Given data -
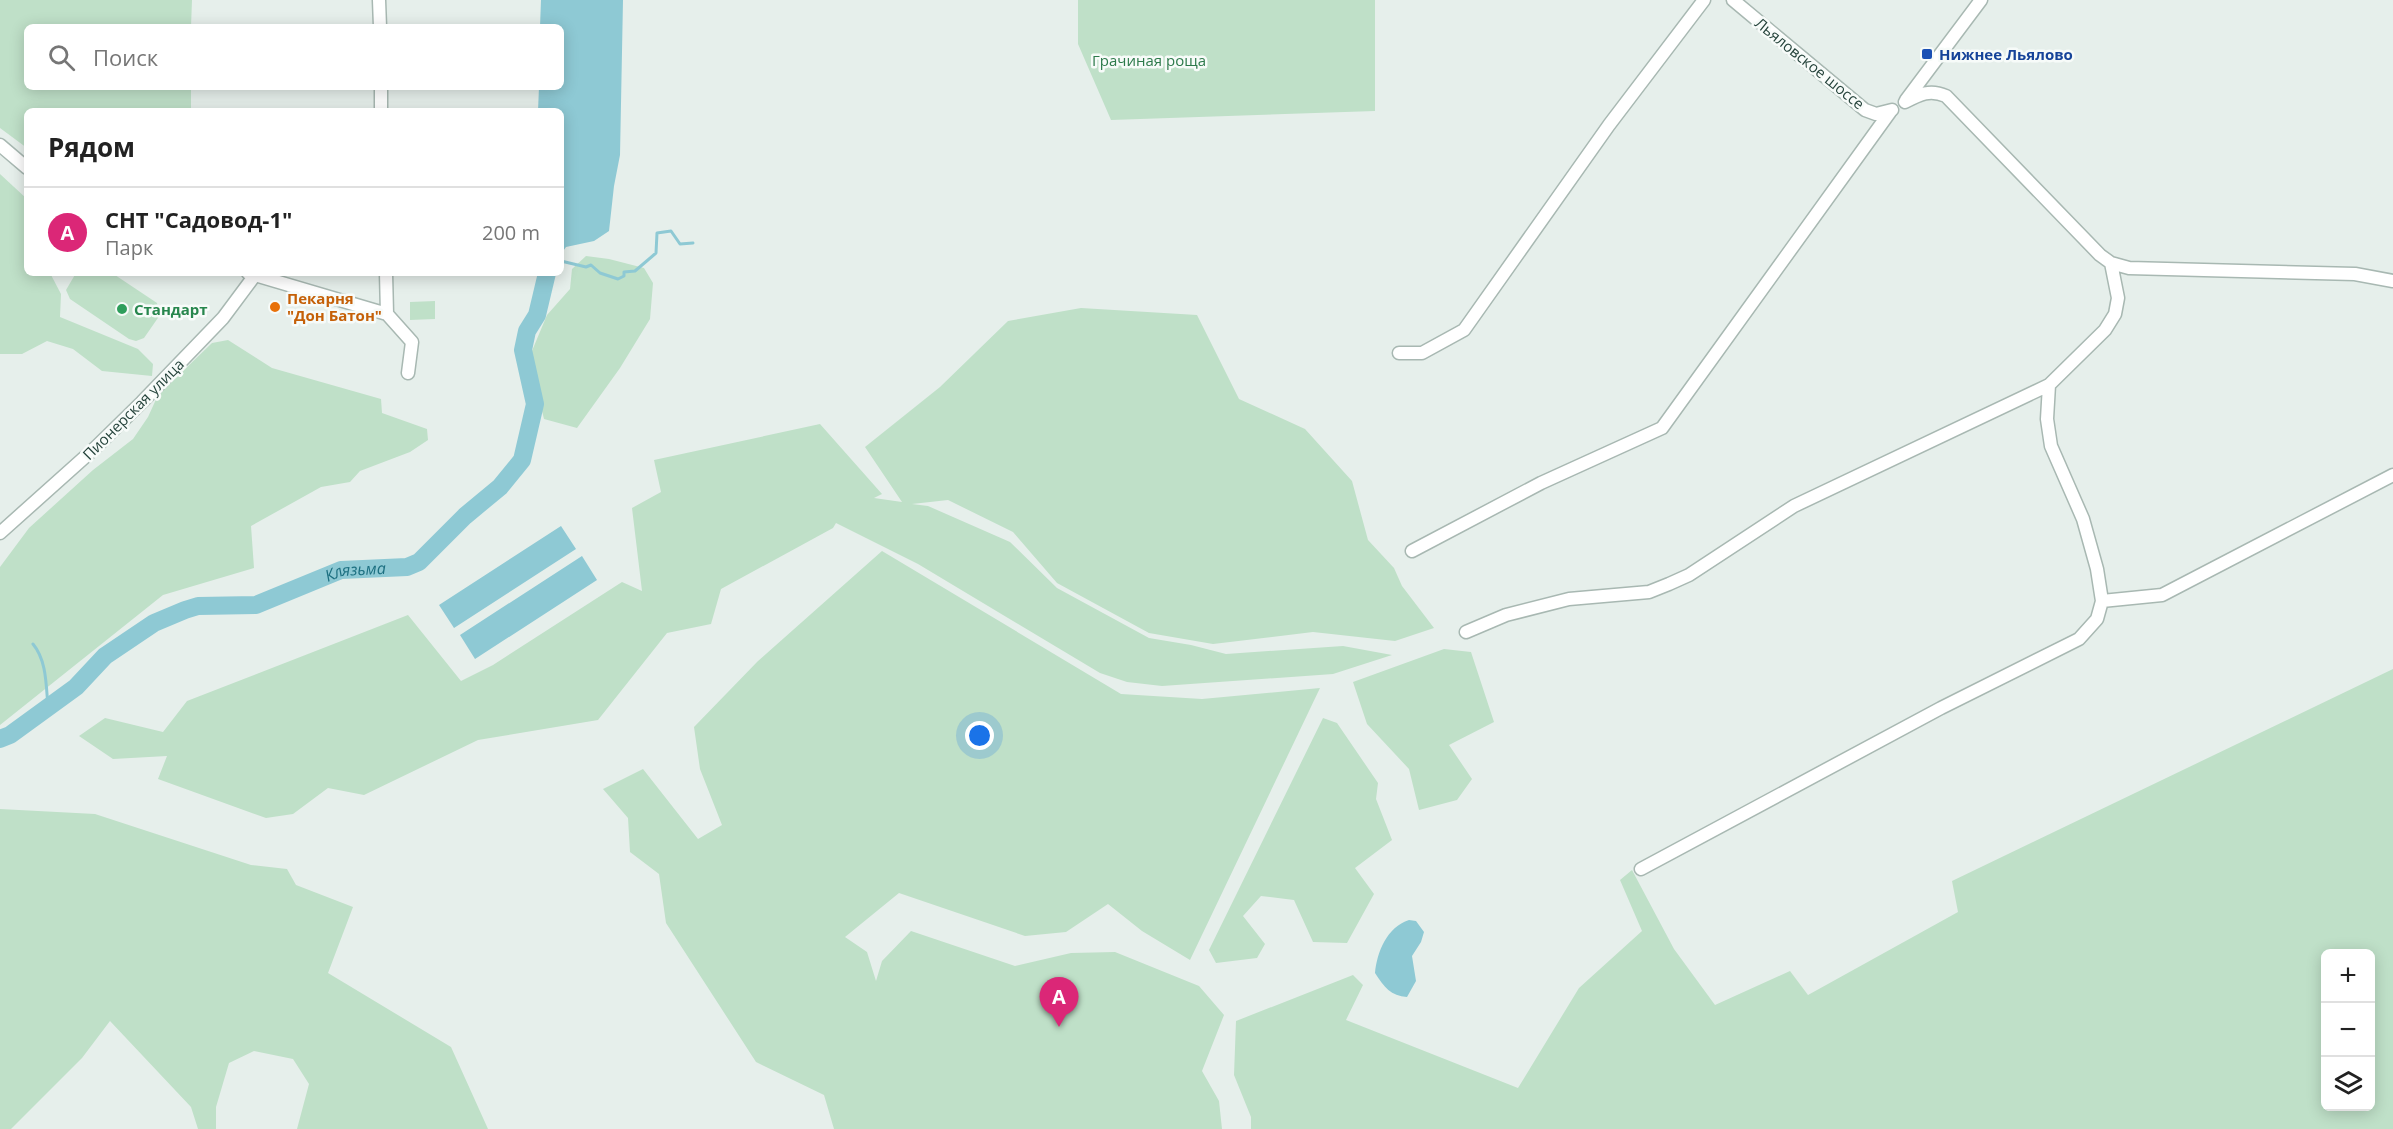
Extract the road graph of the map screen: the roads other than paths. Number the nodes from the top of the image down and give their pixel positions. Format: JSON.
{"nodes":[{"id":1,"x":379,"y":0,"type":"edge"},
{"id":2,"x":1704,"y":0,"type":"edge"},
{"id":3,"x":1733,"y":0,"type":"edge"},
{"id":4,"x":1981,"y":0,"type":"edge"},
{"id":5,"x":380,"y":24,"type":"edge"},
{"id":6,"x":381,"y":90,"type":"edge"},
{"id":7,"x":1905,"y":102,"type":"junction"},
{"id":8,"x":381,"y":108,"type":"edge"},
{"id":9,"x":1890,"y":112,"type":"junction"},
{"id":10,"x":0,"y":145,"type":"edge"},
{"id":11,"x":24,"y":165,"type":"edge"},
{"id":12,"x":2111,"y":263,"type":"junction"},
{"id":13,"x":250,"y":276,"type":"edge"},
{"id":14,"x":258,"y":276,"type":"edge"},
{"id":15,"x":386,"y":276,"type":"edge"},
{"id":16,"x":2393,"y":281,"type":"edge"},
{"id":17,"x":387,"y":314,"type":"junction"},
{"id":18,"x":1400,"y":353,"type":"dead end"},
{"id":19,"x":408,"y":373,"type":"dead end"},
{"id":20,"x":2049,"y":385,"type":"junction"},
{"id":21,"x":2393,"y":476,"type":"edge"},
{"id":22,"x":0,"y":533,"type":"edge"},
{"id":23,"x":1412,"y":551,"type":"dead end"},
{"id":24,"x":2102,"y":601,"type":"junction"},
{"id":25,"x":1466,"y":632,"type":"dead end"},
{"id":26,"x":1641,"y":869,"type":"dead end"}],
"edges":[{"from":1,"to":5,"type":"street"},
{"from":2,"to":18,"type":"street"},
{"from":3,"to":9,"type":"street","name":"Льяловское шоссе"},
{"from":4,"to":7,"type":"street"},
{"from":6,"to":8,"type":"street"},
{"from":7,"to":9,"type":"street"},
{"from":7,"to":12,"type":"street"},
{"from":9,"to":23,"type":"street"},
{"from":10,"to":11,"type":"street"},
{"from":12,"to":16,"type":"street"},
{"from":12,"to":20,"type":"street"},
{"from":13,"to":22,"type":"street","name":"Пионерская улица"},
{"from":14,"to":17,"type":"street"},
{"from":15,"to":17,"type":"street"},
{"from":17,"to":19,"type":"street"},
{"from":20,"to":24,"type":"street"},
{"from":20,"to":25,"type":"street"},
{"from":21,"to":24,"type":"street"},
{"from":24,"to":26,"type":"street"}]}
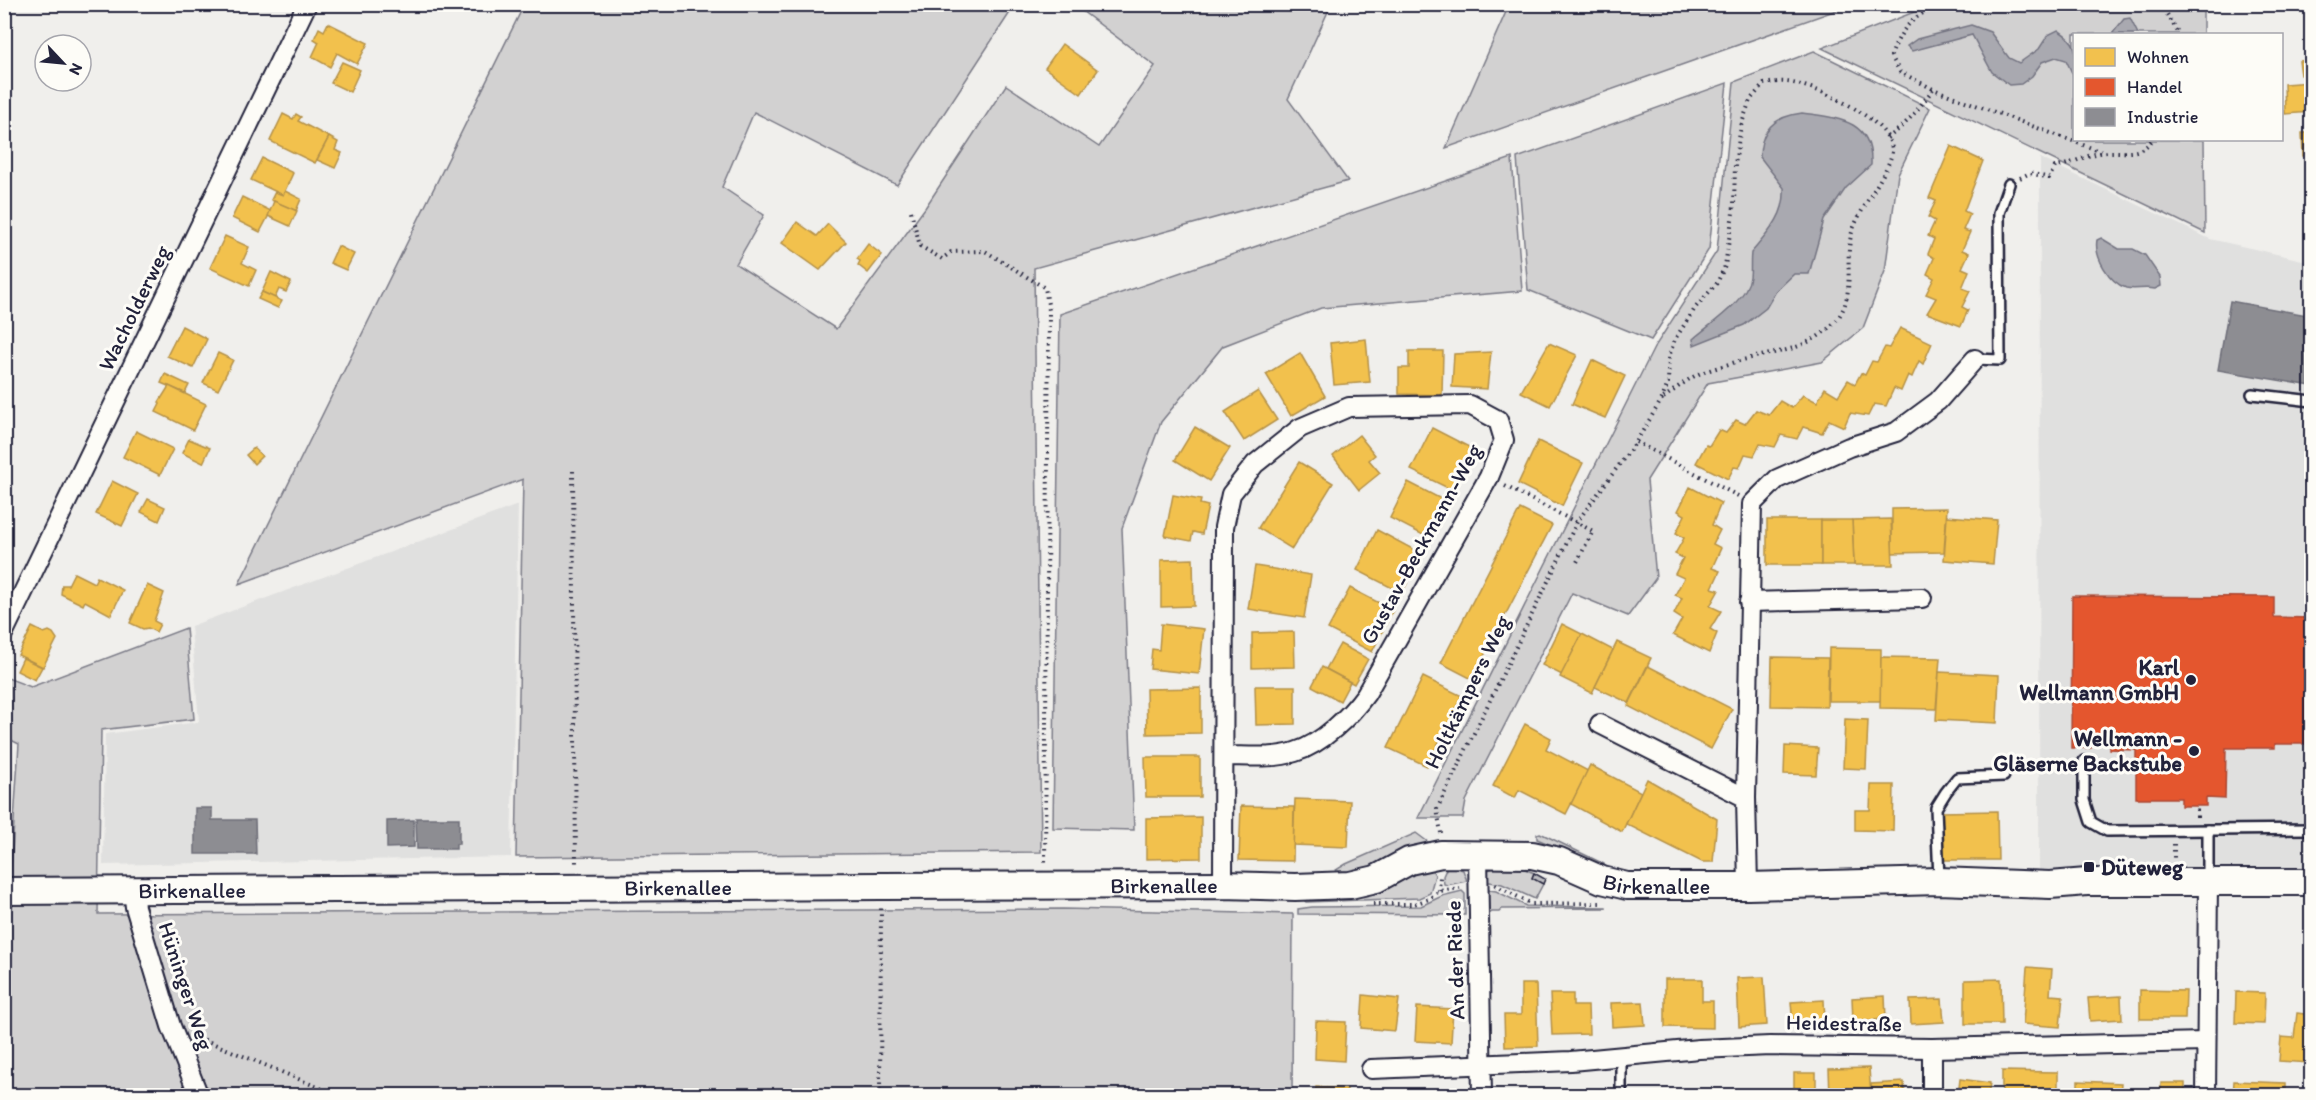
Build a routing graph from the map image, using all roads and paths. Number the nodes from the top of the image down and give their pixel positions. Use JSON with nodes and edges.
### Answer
{"nodes":[{"id":1,"x":307,"y":4,"type":"edge"},
{"id":2,"x":1945,"y":4,"type":"edge"},
{"id":3,"x":2050,"y":4,"type":"edge"},
{"id":4,"x":2081,"y":4,"type":"edge"},
{"id":5,"x":2161,"y":4,"type":"edge"},
{"id":6,"x":2178,"y":33,"type":"edge"},
{"id":7,"x":1933,"y":89,"type":"junction"},
{"id":8,"x":1887,"y":138,"type":"junction"},
{"id":9,"x":2151,"y":141,"type":"edge"},
{"id":10,"x":2102,"y":152,"type":"junction"},
{"id":11,"x":2009,"y":184,"type":"joint"},
{"id":12,"x":911,"y":211,"type":"dead end"},
{"id":13,"x":1975,"y":360,"type":"joint"},
{"id":14,"x":2252,"y":394,"type":"dead end"},
{"id":15,"x":1662,"y":399,"type":"junction"},
{"id":16,"x":2312,"y":401,"type":"edge"},
{"id":17,"x":1636,"y":442,"type":"junction"},
{"id":18,"x":573,"y":471,"type":"dead end"},
{"id":19,"x":1489,"y":477,"type":"junction"},
{"id":20,"x":1752,"y":504,"type":"junction"},
{"id":21,"x":1577,"y":522,"type":"junction"},
{"id":22,"x":1576,"y":564,"type":"dead end"},
{"id":23,"x":1923,"y":598,"type":"dead end"},
{"id":24,"x":1749,"y":602,"type":"junction"},
{"id":25,"x":4,"y":632,"type":"edge"},
{"id":26,"x":1600,"y":724,"type":"dead end"},
{"id":27,"x":1225,"y":756,"type":"junction"},
{"id":28,"x":2084,"y":761,"type":"dead end"},
{"id":29,"x":2004,"y":776,"type":"dead end"},
{"id":30,"x":1746,"y":798,"type":"junction"},
{"id":31,"x":2312,"y":829,"type":"edge"},
{"id":32,"x":2208,"y":830,"type":"junction"},
{"id":33,"x":1441,"y":854,"type":"junction"},
{"id":34,"x":1478,"y":855,"type":"junction"},
{"id":35,"x":1939,"y":881,"type":"junction"},
{"id":36,"x":2208,"y":882,"type":"junction"},
{"id":37,"x":2312,"y":882,"type":"edge"},
{"id":38,"x":1222,"y":885,"type":"junction"},
{"id":39,"x":881,"y":886,"type":"junction"},
{"id":40,"x":1748,"y":886,"type":"junction"},
{"id":41,"x":576,"y":887,"type":"junction"},
{"id":42,"x":1045,"y":887,"type":"junction"},
{"id":43,"x":133,"y":890,"type":"junction"},
{"id":44,"x":4,"y":891,"type":"edge"},
{"id":45,"x":1439,"y":891,"type":"dead end"},
{"id":46,"x":171,"y":1026,"type":"junction"},
{"id":47,"x":2206,"y":1042,"type":"junction"},
{"id":48,"x":1932,"y":1048,"type":"junction"},
{"id":49,"x":1621,"y":1056,"type":"junction"},
{"id":50,"x":1482,"y":1064,"type":"junction"},
{"id":51,"x":1371,"y":1069,"type":"dead end"},
{"id":52,"x":199,"y":1095,"type":"edge"},
{"id":53,"x":339,"y":1095,"type":"edge"},
{"id":54,"x":880,"y":1095,"type":"edge"},
{"id":55,"x":1482,"y":1095,"type":"edge"},
{"id":56,"x":1621,"y":1095,"type":"edge"},
{"id":57,"x":1932,"y":1095,"type":"edge"},
{"id":58,"x":2206,"y":1095,"type":"edge"}],
"edges":[{"from":1,"to":25,"type":"street","name":"Wacholderweg"},
{"from":2,"to":7,"type":"path"},
{"from":3,"to":4,"type":"path"},
{"from":5,"to":6,"type":"path"},
{"from":7,"to":8,"type":"path"},
{"from":7,"to":10,"type":"path"},
{"from":8,"to":15,"type":"path","name":"Holtkämpers Weg"},
{"from":8,"to":15,"type":"path","name":"Holtkämpers Weg"},
{"from":9,"to":10,"type":"path"},
{"from":10,"to":11,"type":"path"},
{"from":11,"to":13,"type":"lane"},
{"from":12,"to":42,"type":"path"},
{"from":13,"to":20,"type":"street"},
{"from":14,"to":16,"type":"lane"},
{"from":15,"to":17,"type":"path","name":"Holtkämpers Weg"},
{"from":17,"to":20,"type":"path"},
{"from":17,"to":21,"type":"path","name":"Holtkämpers Weg"},
{"from":18,"to":41,"type":"path"},
{"from":19,"to":21,"type":"path"},
{"from":19,"to":27,"type":"street","name":"Gustav-Beckmann-Weg"},
{"from":19,"to":27,"type":"street","name":"Gustav-Beckmann-Weg"},
{"from":20,"to":24,"type":"street"},
{"from":21,"to":22,"type":"path"},
{"from":21,"to":33,"type":"path","name":"Holtkämpers Weg"},
{"from":23,"to":24,"type":"street"},
{"from":24,"to":30,"type":"street"},
{"from":26,"to":30,"type":"street"},
{"from":27,"to":38,"type":"street","name":"Gustav-Beckmann-Weg"},
{"from":28,"to":32,"type":"lane"},
{"from":29,"to":35,"type":"lane"},
{"from":30,"to":40,"type":"street"},
{"from":31,"to":32,"type":"lane"},
{"from":32,"to":36,"type":"lane"},
{"from":33,"to":34,"type":"street","name":"Birkenallee"},
{"from":33,"to":38,"type":"street","name":"Birkenallee"},
{"from":33,"to":45,"type":"path","name":"Holtkämpers Weg"},
{"from":34,"to":40,"type":"street","name":"Birkenallee"},
{"from":34,"to":50,"type":"street","name":"An der Riede"},
{"from":35,"to":36,"type":"street","name":"Birkenallee"},
{"from":35,"to":40,"type":"street","name":"Birkenallee"},
{"from":36,"to":37,"type":"street","name":"Birkenallee"},
{"from":36,"to":47,"type":"street"},
{"from":38,"to":42,"type":"street","name":"Birkenallee"},
{"from":39,"to":41,"type":"street","name":"Birkenallee"},
{"from":39,"to":42,"type":"street","name":"Birkenallee"},
{"from":39,"to":54,"type":"path"},
{"from":41,"to":43,"type":"street","name":"Birkenallee"},
{"from":43,"to":44,"type":"street","name":"Birkenallee"},
{"from":43,"to":46,"type":"street","name":"Hüninger Weg"},
{"from":46,"to":52,"type":"street","name":"Hüninger Weg"},
{"from":46,"to":53,"type":"path"},
{"from":47,"to":48,"type":"street","name":"Heidestraße"},
{"from":47,"to":58,"type":"street"},
{"from":48,"to":49,"type":"street","name":"Heidestraße"},
{"from":48,"to":57,"type":"street"},
{"from":49,"to":50,"type":"street","name":"Heidestraße"},
{"from":49,"to":56,"type":"lane"},
{"from":50,"to":51,"type":"street"},
{"from":50,"to":55,"type":"street","name":"An der Riede"}]}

Work instruction -
Using the data above, report the number of lines that contain the string "JSON", and only that number.

Answer -
2